Он достал платок и высморкался. Я не произнес ни слова.
— Но что можно сделать? — завел он опять. — Что можно сделать… я прямо скажу… Моя дочь, она очень смелая, она мне этим утром сказала, что пойдет работать; но она ведь не может; ее не для этого воспитывали… даже в машинистки… а значит… нам всем конец… всем нам. А у меня больше пятидесяти работников, включая мистера Ли, и всех придется уволить. Ужасно… Я же доверял вам, Грейнджер, доверял, а наверху говорят, что это вы…
Я отвернулся.

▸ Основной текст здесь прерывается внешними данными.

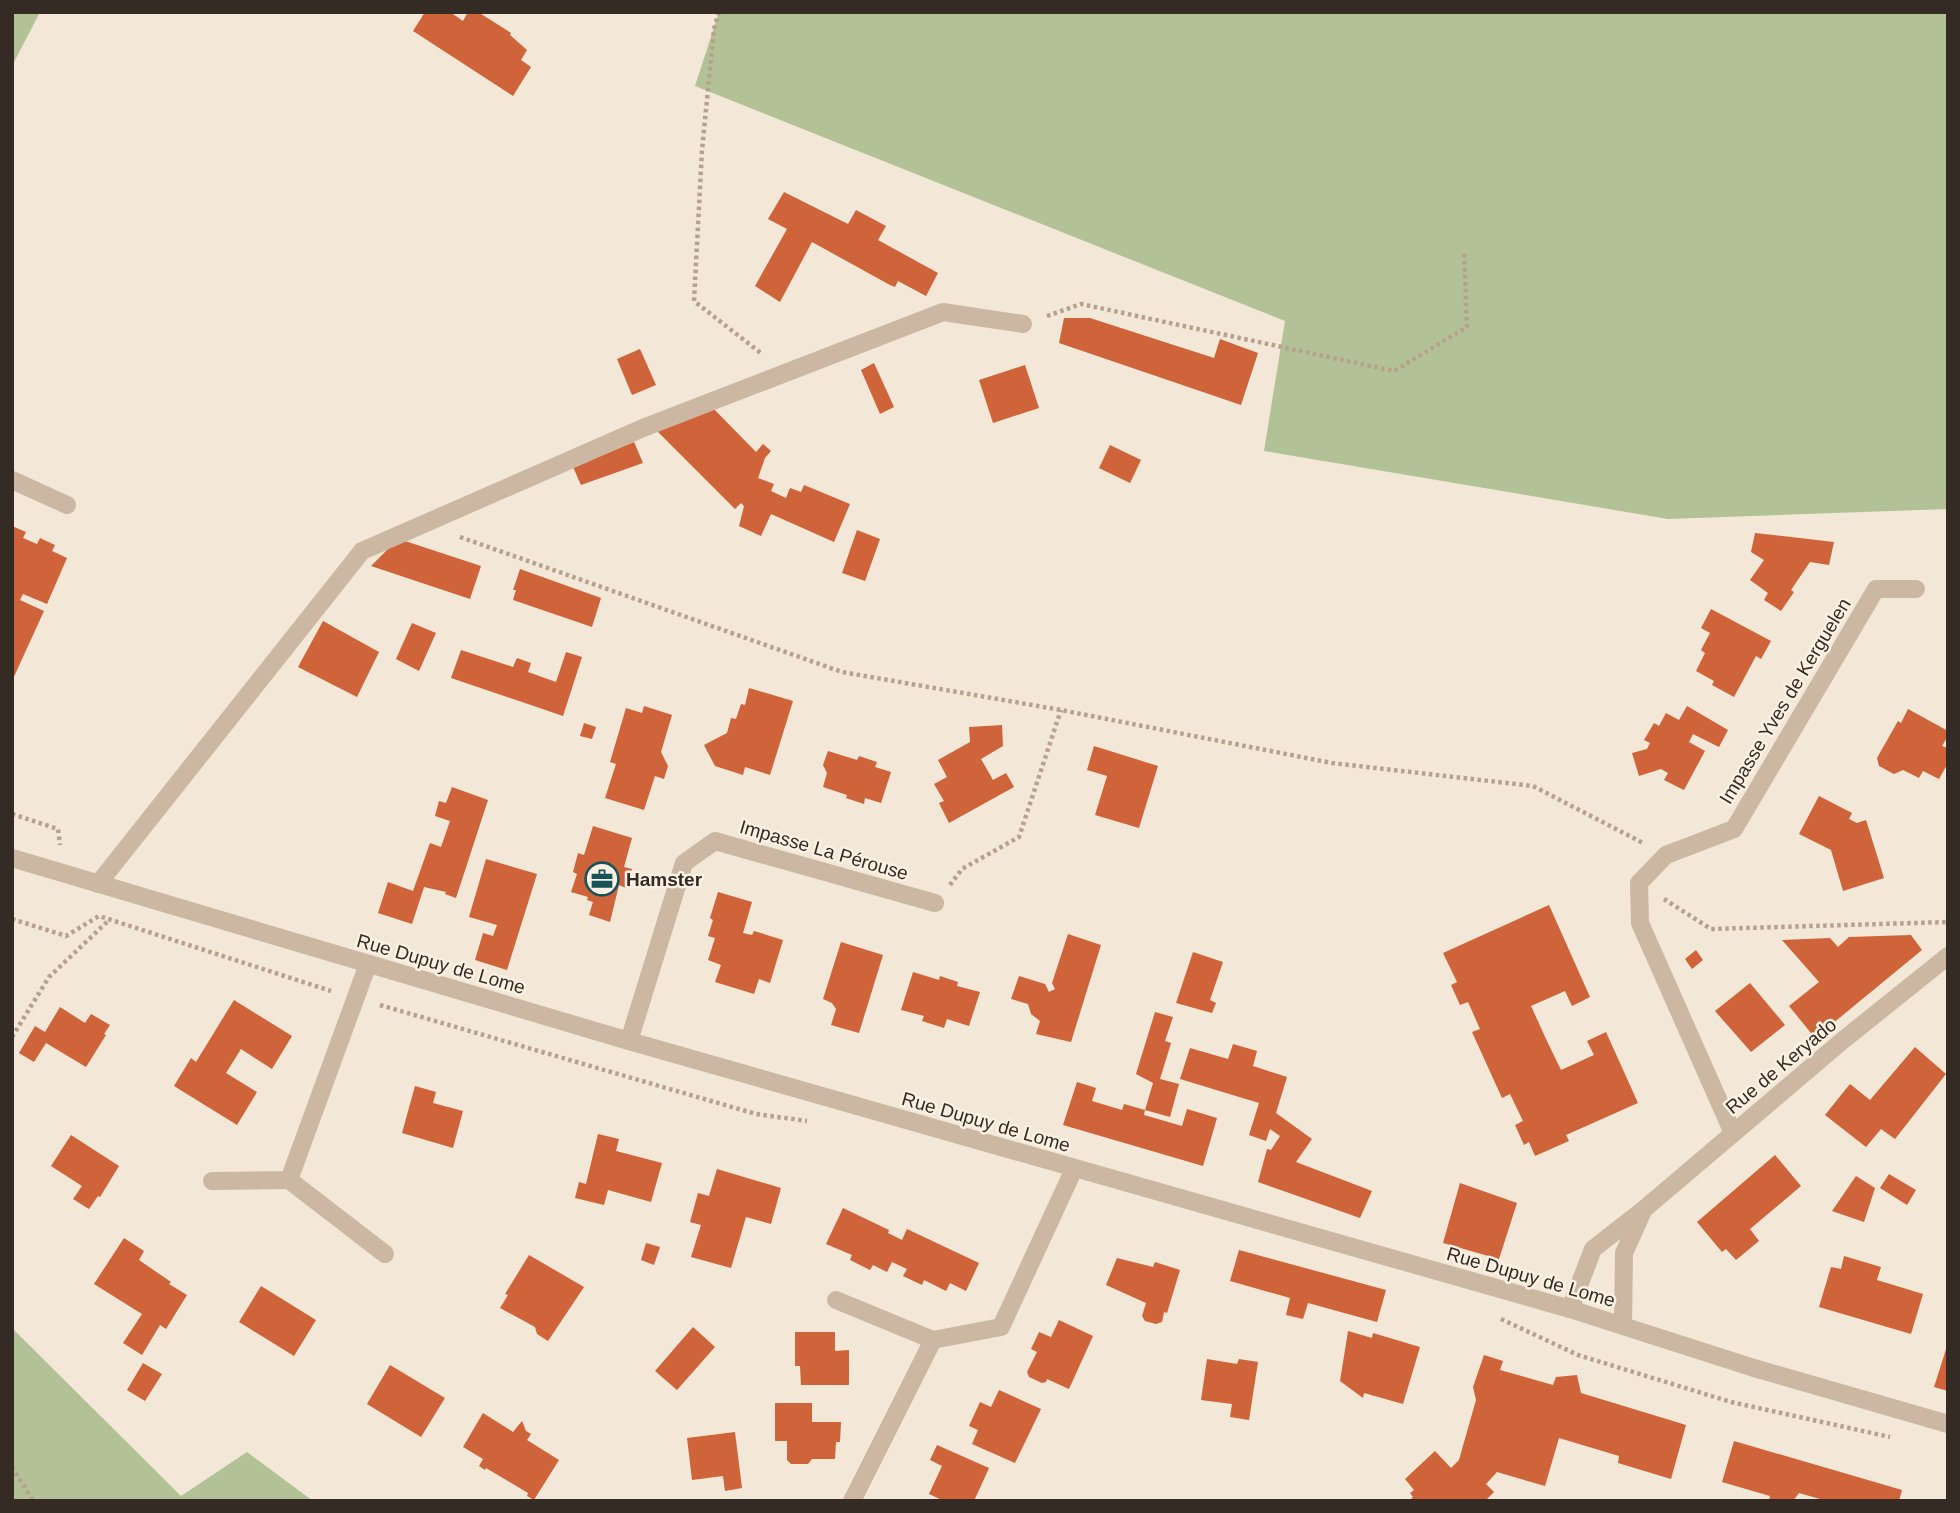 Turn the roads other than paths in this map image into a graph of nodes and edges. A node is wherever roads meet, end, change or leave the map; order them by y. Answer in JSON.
{"nodes":[{"id":1,"x":1023,"y":324,"type":"road end"},
{"id":2,"x":12,"y":480,"type":"edge"},
{"id":3,"x":67,"y":505,"type":"dead end"},
{"id":4,"x":1916,"y":589,"type":"dead end"},
{"id":5,"x":12,"y":858,"type":"edge"},
{"id":6,"x":98,"y":884,"type":"junction"},
{"id":7,"x":935,"y":903,"type":"road end"},
{"id":8,"x":1948,"y":956,"type":"edge"},
{"id":9,"x":368,"y":964,"type":"junction"},
{"id":10,"x":629,"y":1041,"type":"junction"},
{"id":11,"x":1733,"y":1133,"type":"junction"},
{"id":12,"x":1074,"y":1169,"type":"junction"},
{"id":13,"x":289,"y":1180,"type":"junction"},
{"id":14,"x":212,"y":1181,"type":"dead end"},
{"id":15,"x":1643,"y":1210,"type":"junction"},
{"id":16,"x":385,"y":1254,"type":"dead end"},
{"id":17,"x":836,"y":1300,"type":"dead end"},
{"id":18,"x":1570,"y":1309,"type":"junction"},
{"id":19,"x":1623,"y":1325,"type":"junction"},
{"id":20,"x":933,"y":1340,"type":"junction"},
{"id":21,"x":1948,"y":1424,"type":"edge"},
{"id":22,"x":852,"y":1501,"type":"edge"}],
"edges":[{"from":1,"to":6,"type":"street"},
{"from":2,"to":3,"type":"street"},
{"from":4,"to":11,"type":"street","name":"Impasse Yves de Kerguelen"},
{"from":5,"to":6,"type":"street","name":"Rue Dupuy de Lome"},
{"from":6,"to":9,"type":"street","name":"Rue Dupuy de Lome"},
{"from":7,"to":10,"type":"street","name":"Impasse La Pérouse"},
{"from":8,"to":11,"type":"street","name":"Rue de Keryado"},
{"from":9,"to":10,"type":"street","name":"Rue Dupuy de Lome"},
{"from":9,"to":13,"type":"street"},
{"from":10,"to":12,"type":"street","name":"Rue Dupuy de Lome"},
{"from":11,"to":15,"type":"street","name":"Rue de Keryado"},
{"from":12,"to":18,"type":"street","name":"Rue Dupuy de Lome"},
{"from":12,"to":20,"type":"street"},
{"from":13,"to":14,"type":"street"},
{"from":13,"to":16,"type":"street"},
{"from":15,"to":18,"type":"street","name":"Rue de Keryado"},
{"from":15,"to":19,"type":"street","name":"Rue de Keryado"},
{"from":17,"to":20,"type":"street"},
{"from":18,"to":19,"type":"street","name":"Rue Dupuy de Lome"},
{"from":19,"to":21,"type":"street","name":"Rue Dupuy de Lome"},
{"from":20,"to":22,"type":"street"}]}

Не мог вынести непонимания и страха в его глазах.
— Так много людей, — зудел он, — все, кого я знаю… Я всем сказал покупать, и… Но вы могли бы нам сообщить, Грейнджер, могли бы. Подумайте о моей несчастной дочке.
Хотелось что-то ответить, ужасно хотелось, но мне нечего было сказать — ни слова. Мне было жаль. Я поднял лист бумаги из тех, что лежали вразброс по пурпурным кушеткам. Стоял спиной к несчастному и делал вид, что читаю.

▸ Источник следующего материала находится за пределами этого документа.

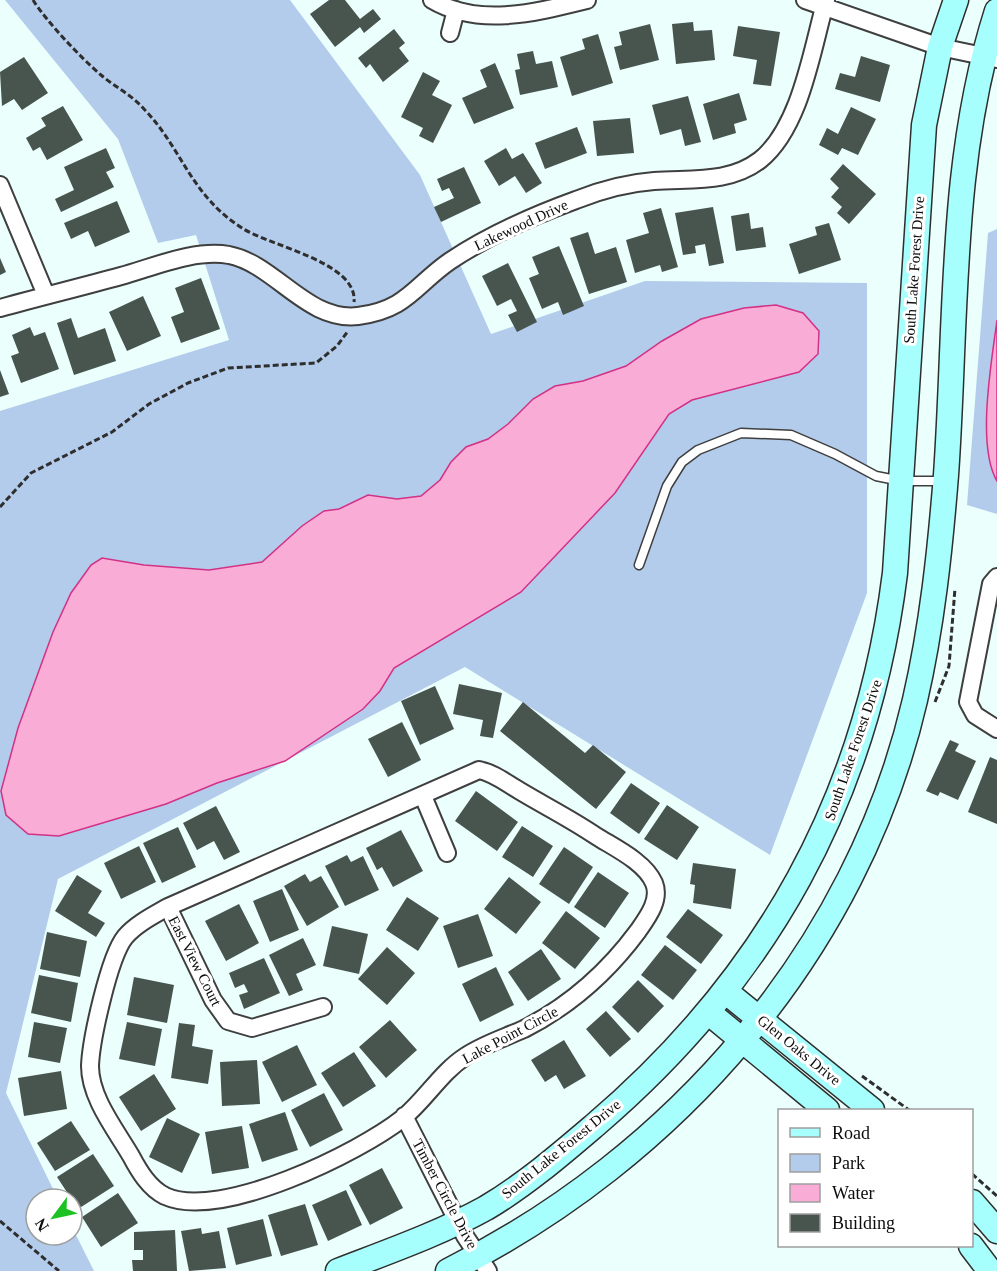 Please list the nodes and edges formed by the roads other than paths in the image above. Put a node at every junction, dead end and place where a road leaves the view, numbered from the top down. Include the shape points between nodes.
1 (432, 0) edge
2 (587, 0) edge
3 (805, 0) edge
4 (956, 0) edge
5 (825, 2) edge
6 (456, 10) junction
7 (997, 11) edge
8 (450, 33) dead end
9 (940, 47) junction
10 (990, 57) edge
11 (0, 186) edge
12 (46, 295) junction
13 (0, 308) edge
14 (901, 481) junction
15 (945, 481) junction
16 (639, 565) dead end
17 (997, 576) edge
18 (997, 729) edge
19 (423, 796) junction
20 (447, 853) dead end
21 (168, 907) junction
22 (725, 991) junction
23 (323, 1007) dead end
24 (708, 1012) junction
25 (761, 1019) junction
26 (742, 1041) junction
27 (826, 1109) edge
28 (871, 1109) edge
29 (404, 1116) junction
30 (973, 1203) edge
31 (458, 1222) junction
32 (997, 1231) edge
33 (972, 1247) edge
34 (483, 1264) edge
35 (338, 1271) edge
36 (448, 1271) edge
37 (990, 1271) edge

1 - 6 street
2 - 6 street via 519,15
3 - 5 street
4 - 9 main road, South Lake Forest Drive
5 - 9 street
5 - 12 street, Lakewood Drive via 797,100 781,136 762,159 717,178 629,184 577,199 478,244 388,308 356,316 332,314 257,266 220,254 172,261
6 - 8 street
7 - 10 main road
9 - 10 street
9 - 14 main road, South Lake Forest Drive via 922,149
10 - 15 main road via 972,108 959,214
11 - 12 street
12 - 13 street, Lakewood Drive
14 - 15 lane
14 - 16 lane via 876,476 791,435 741,433 698,450 682,462 667,486
14 - 22 main road, South Lake Forest Drive via 888,629 867,716 835,805 793,893
15 - 25 main road via 938,572 927,639 897,760 864,848 834,906 786,987
17 - 18 street via 991,584 968,702 975,715
19 - 20 street
19 - 21 street, Lake Point Circle
19 - 29 street, Lake Point Circle via 469,772 488,772 621,852 650,874 657,895 641,926 594,982 551,1015 463,1058
21 - 23 street, East View Court via 213,1000 228,1021 252,1028
21 - 29 street, Lake Point Circle via 128,934 119,948 95,1030 90,1066 103,1110 156,1191 197,1202 256,1189 344,1156
22 - 24 main road, South Lake Forest Drive
22 - 25 main road, Glen Oaks Drive
24 - 26 main road, Glen Oaks Drive
24 - 31 main road, South Lake Forest Drive via 653,1073 561,1154 488,1207
25 - 26 main road
25 - 28 main road, Glen Oaks Drive
26 - 27 main road, Glen Oaks Drive
26 - 34 main road via 678,1110 595,1181
29 - 31 street, Timber Circle Drive
30 - 32 main road
31 - 34 street, Timber Circle Drive
31 - 35 main road, South Lake Forest Drive
33 - 37 main road
34 - 36 main road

Тут я с изумлением заметил, что пошатываюсь. Я огляделся. В креслах под мрачными окнами спали два старика. Один откинул голову на спинку, другой согнулся вперед; его хрупкая белая рука чуть не касалась пола. Поодаль беседовали двое молодых людей; у них был вид заговорщиков: головы сблизились над пустыми кофейными чашками.
Я знал, что Поулхэмптон ушел, что его больше нет позади; но вряд ли я замечал, как идет время. Бог знает, сколько я так простоял. Порой я видел перед глазами лицо Поулхэмптона, словно оно смотрело на меня из смятой бумажки в руках: его панический взгляд, взъерошенные волосы, дорожки слез на щеках. Знал я и то, что теперь эти лица повсюду; повсюду лица охваченных паникой маленьких людей не значительнее покойников на кладбищах — лишь кладбищенское сырье, не больше; маленькие люди, не нужные ни для чего, кроме как жутко страдать от этого удара неведомо откуда. Тогда мне и в голову не приходило, что их наследие перешло ко мне… к нам. И все-таки я задался глупым вопросом, чем отличаюсь вчерашний я от сегодняшнего. Ничем, абсолютно ничем. Только у сегодняшнего меня было еще меньше дел.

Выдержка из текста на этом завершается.